### [Input for this task]
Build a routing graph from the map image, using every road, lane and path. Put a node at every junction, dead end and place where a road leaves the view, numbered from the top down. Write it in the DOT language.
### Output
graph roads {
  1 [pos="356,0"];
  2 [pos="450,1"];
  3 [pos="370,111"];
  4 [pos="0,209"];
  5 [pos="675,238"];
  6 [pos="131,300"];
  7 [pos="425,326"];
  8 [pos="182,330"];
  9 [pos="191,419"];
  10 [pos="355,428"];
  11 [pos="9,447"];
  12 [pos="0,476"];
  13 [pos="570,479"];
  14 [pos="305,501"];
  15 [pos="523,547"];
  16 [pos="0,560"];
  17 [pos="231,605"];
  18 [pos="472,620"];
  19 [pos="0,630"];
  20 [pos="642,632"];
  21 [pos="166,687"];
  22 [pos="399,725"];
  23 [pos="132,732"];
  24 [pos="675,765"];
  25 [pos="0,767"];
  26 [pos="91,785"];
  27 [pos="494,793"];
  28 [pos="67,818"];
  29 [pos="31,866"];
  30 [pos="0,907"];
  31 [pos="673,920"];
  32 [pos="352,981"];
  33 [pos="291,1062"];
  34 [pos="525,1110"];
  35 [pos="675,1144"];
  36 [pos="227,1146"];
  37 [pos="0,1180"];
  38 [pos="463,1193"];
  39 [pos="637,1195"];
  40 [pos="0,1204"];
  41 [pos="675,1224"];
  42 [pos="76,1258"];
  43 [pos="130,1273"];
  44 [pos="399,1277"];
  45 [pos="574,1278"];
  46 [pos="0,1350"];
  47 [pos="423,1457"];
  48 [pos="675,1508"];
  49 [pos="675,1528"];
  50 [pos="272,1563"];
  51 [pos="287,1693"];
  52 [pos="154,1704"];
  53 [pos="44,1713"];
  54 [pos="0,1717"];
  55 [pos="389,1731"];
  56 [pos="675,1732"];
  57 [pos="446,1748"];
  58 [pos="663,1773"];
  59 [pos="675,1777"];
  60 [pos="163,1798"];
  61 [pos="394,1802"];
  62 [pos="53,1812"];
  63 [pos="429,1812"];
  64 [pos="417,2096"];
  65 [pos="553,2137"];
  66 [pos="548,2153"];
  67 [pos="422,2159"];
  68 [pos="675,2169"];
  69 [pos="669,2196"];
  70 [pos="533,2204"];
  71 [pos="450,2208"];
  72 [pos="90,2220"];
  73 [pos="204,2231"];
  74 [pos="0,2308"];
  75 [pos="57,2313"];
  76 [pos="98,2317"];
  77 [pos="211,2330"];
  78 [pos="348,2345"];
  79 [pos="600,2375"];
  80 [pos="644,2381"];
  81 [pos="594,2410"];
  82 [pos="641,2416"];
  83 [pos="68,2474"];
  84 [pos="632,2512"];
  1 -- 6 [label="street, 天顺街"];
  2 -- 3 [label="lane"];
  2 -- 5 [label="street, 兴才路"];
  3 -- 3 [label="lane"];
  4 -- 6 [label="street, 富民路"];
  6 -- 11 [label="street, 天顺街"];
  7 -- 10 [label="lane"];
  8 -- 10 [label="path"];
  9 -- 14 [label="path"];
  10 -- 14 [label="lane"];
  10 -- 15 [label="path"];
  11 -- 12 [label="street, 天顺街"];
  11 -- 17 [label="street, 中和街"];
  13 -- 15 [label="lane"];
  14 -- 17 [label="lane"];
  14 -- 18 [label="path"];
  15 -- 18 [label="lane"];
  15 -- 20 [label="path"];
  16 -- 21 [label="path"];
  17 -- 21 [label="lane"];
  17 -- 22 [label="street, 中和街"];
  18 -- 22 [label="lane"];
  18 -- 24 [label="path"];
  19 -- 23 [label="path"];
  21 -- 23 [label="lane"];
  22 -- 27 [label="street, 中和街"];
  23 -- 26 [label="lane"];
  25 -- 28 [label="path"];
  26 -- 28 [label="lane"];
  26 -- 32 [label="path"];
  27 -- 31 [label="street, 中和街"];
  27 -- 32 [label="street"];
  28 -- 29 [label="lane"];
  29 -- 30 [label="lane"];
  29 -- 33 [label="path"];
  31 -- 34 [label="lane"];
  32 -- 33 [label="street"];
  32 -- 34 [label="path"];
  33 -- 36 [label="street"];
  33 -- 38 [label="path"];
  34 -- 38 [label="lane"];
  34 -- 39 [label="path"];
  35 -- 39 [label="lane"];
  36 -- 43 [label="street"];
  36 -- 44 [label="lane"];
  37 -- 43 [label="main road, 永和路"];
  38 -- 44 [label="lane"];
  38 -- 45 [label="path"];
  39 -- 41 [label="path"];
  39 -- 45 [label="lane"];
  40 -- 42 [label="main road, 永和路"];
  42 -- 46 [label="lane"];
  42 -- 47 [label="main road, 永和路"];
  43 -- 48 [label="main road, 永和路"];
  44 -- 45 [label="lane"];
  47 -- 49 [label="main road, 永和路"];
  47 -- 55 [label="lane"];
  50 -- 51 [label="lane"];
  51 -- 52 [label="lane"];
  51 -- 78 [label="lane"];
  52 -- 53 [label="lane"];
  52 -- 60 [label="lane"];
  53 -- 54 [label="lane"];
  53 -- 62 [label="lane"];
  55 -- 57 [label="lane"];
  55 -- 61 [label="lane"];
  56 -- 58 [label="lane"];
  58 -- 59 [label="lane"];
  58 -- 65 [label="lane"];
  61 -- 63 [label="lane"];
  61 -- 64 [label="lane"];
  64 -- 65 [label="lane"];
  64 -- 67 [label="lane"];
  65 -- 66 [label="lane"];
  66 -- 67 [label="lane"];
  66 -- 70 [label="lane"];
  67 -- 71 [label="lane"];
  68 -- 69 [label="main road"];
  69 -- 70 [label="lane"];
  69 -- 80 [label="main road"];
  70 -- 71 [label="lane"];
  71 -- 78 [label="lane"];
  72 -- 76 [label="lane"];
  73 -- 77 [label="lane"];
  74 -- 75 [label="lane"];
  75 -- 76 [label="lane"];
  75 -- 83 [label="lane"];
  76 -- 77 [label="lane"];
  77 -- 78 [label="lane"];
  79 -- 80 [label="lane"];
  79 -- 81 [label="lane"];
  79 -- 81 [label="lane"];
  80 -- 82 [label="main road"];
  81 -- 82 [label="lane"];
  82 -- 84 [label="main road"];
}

### [Exercise directions]
Only a number is needed here: how many lines of the data include the word "graph"?

### [Output for this task]
2